The Aptera Forum
This question hasn't been fully answered yet, but there are technical papers that say it is primarily a matter of tuning spring rates and damping of a normal suspension. You can also watch videos of the Lordstown pickup platform, which uses Elaphe Wheel motors on a torture test track. I am convinced that it won't be too bad.
For rough road handling, the primary effect of wheel mass is from its proportion of total vehicle mass, so hub motor mass is at least partially offset by battery mass. Each 50Lb hub motor is less than 2.3% of the 2,200Lb weight spec.
Aptera's answer*: "It is accounted for and largely offset by using other lightweight materials in those areas. But we haven't had enough testing compare against our previous driveshaft driven version. Our initial impressions; having the motor weight out on the wheels makes this very light vehicle "feel" more grounded than the previous versions. But we will have more info on this as our testing continues."
*Cell B92 of Aptera FAQ Spreadsheet
How it feels will depend on the damper settings. I'd guess it will not feel "light" weight. If you have ever replaced 18" wheels with 20" wheels, you will feel the extra weight on rebound of the shocks. I think it may feel similar to that. Or maybe if you have driven a 3/4 ton pickup or big suv, they have heavy wheels/ tires (~80lbs) that are similar to the Aptera.
There is need for extra stiffness in the shocks to control the motion of the wheel weight, so I doubt it will feel like a typical car.
It looks like Aptera has chosen light weight wheel and tires to offset the heavy wheel motors to minimize the effect as best they can.
I have converted a 250cc motorcycle to electric 8kW hub motor.

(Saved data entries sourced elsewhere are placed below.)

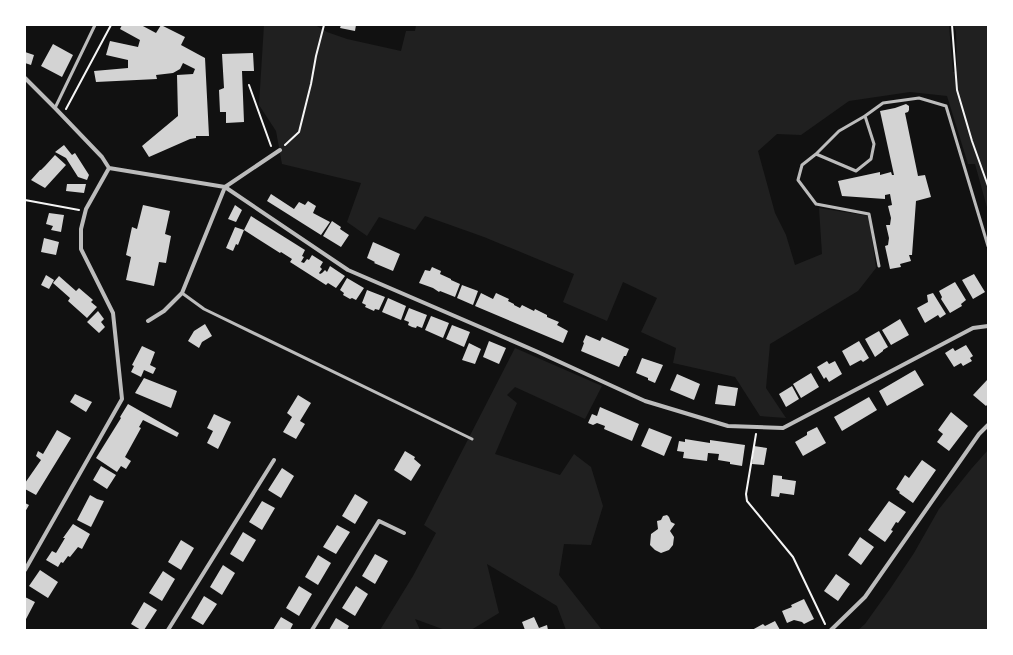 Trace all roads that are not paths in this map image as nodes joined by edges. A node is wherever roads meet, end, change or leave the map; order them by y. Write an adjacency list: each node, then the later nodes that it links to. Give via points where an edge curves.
1 (95, 25): 3 (lane)
2 (25, 78): 3 (street)
3 (55, 108): 7 (street, via 102,157)
4 (865, 116): 6 (lane, via 839,131); 6 (lane, via 874,144 871,159 856,170); 9 (lane, via 883,103 918,98 946,106)
5 (280, 150): 8 (street)
6 (816, 154): 10 (lane, via 802,165 798,180 816,204 869,214)
7 (109, 168): 8 (street); 18 (street, via 86,211 81,229 81,249 113,313 122,399)
8 (226, 187): 11 (street); 13 (street, via 348,270 645,401 728,426 783,428 973,328)
9 (988, 246)
10 (879, 266)
11 (182, 293): 12 (street, via 164,311); 15 (lane, via 204,309)
12 (148, 321)
13 (988, 326)
14 (988, 425): 21 (street, via 979,434 865,597)
15 (472, 439)
16 (274, 460): 19 (street)
17 (404, 533): 20 (street, via 379,521)
18 (25, 570)
19 (168, 630)
20 (312, 630)
21 (829, 630)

The wheel was 11Kg heavier than the original. There are rough roads here in country NSW/ Australia but I could not detect a difference in ride comfort (the rear suspension part).

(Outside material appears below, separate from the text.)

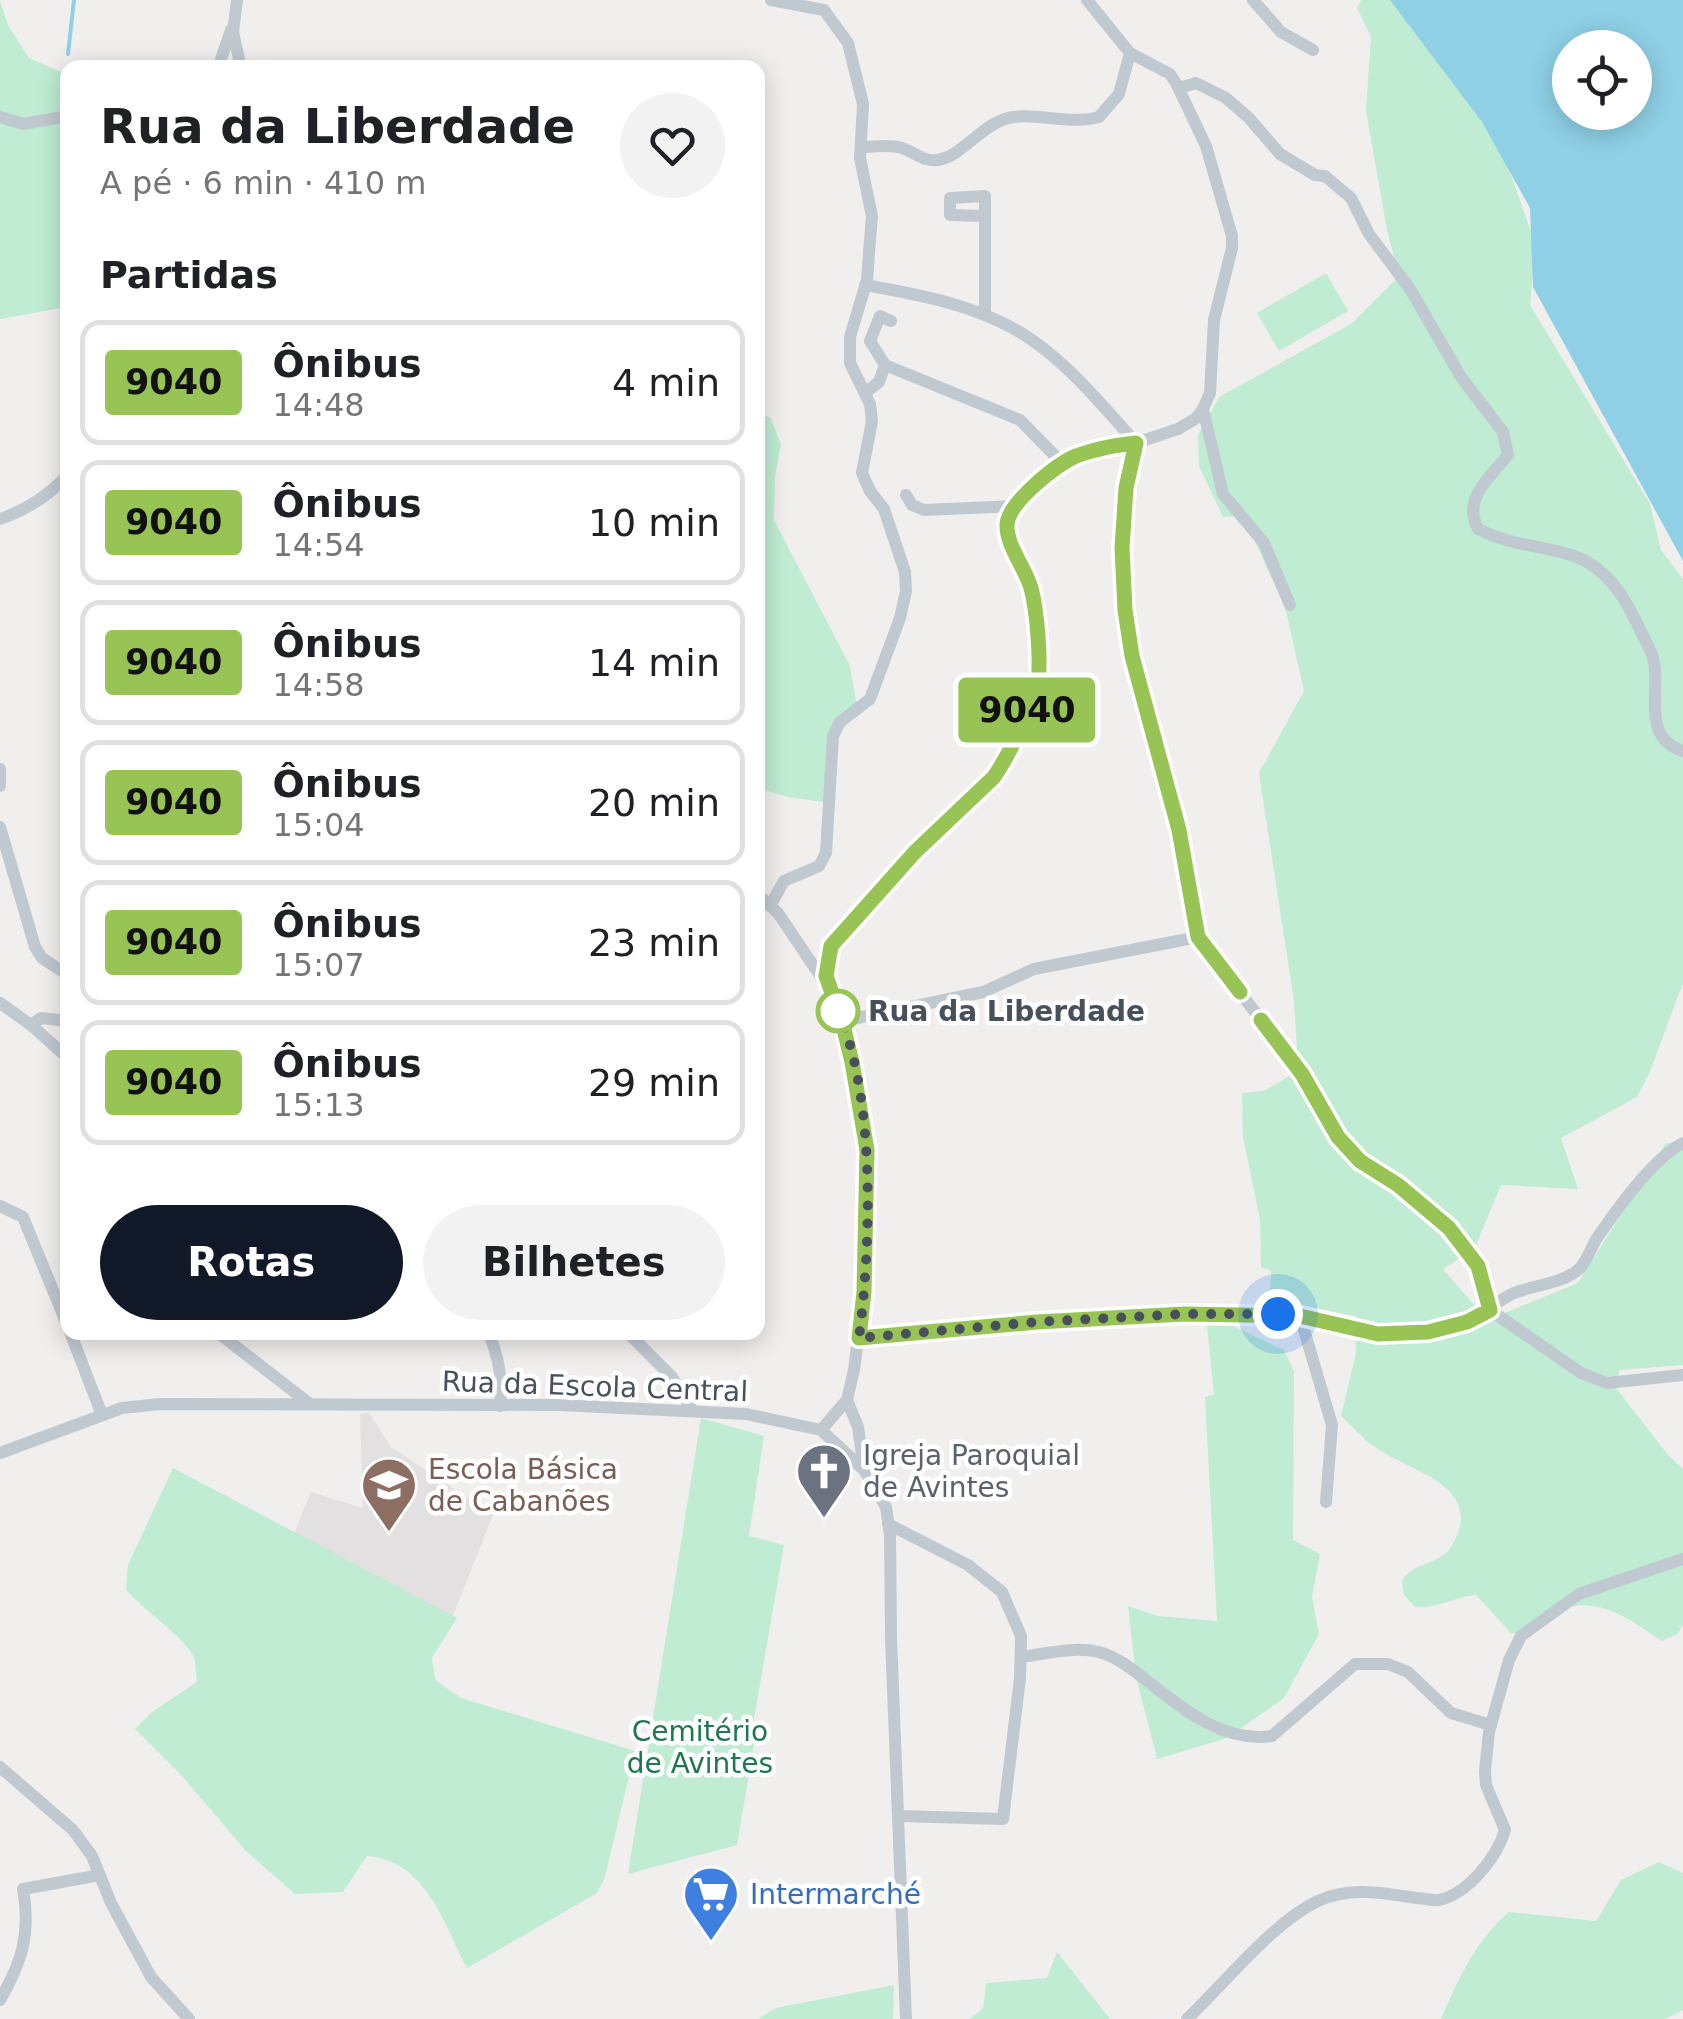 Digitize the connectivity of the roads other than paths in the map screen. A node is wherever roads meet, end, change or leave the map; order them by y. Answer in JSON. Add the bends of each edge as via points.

There is a white paper on this published about 10 years ago that claimed that most of the difference could be accounted for with suspension tuning of spring rates and damping.
One thing for sure is that you now have a 3 track vehicle so that going straight you have to plan for that center wheel. Rockclimbing may actually end up to be simpler esp if you install a rear wheel camera.
Good point! No rear diff clearance needed, there's a wheel there!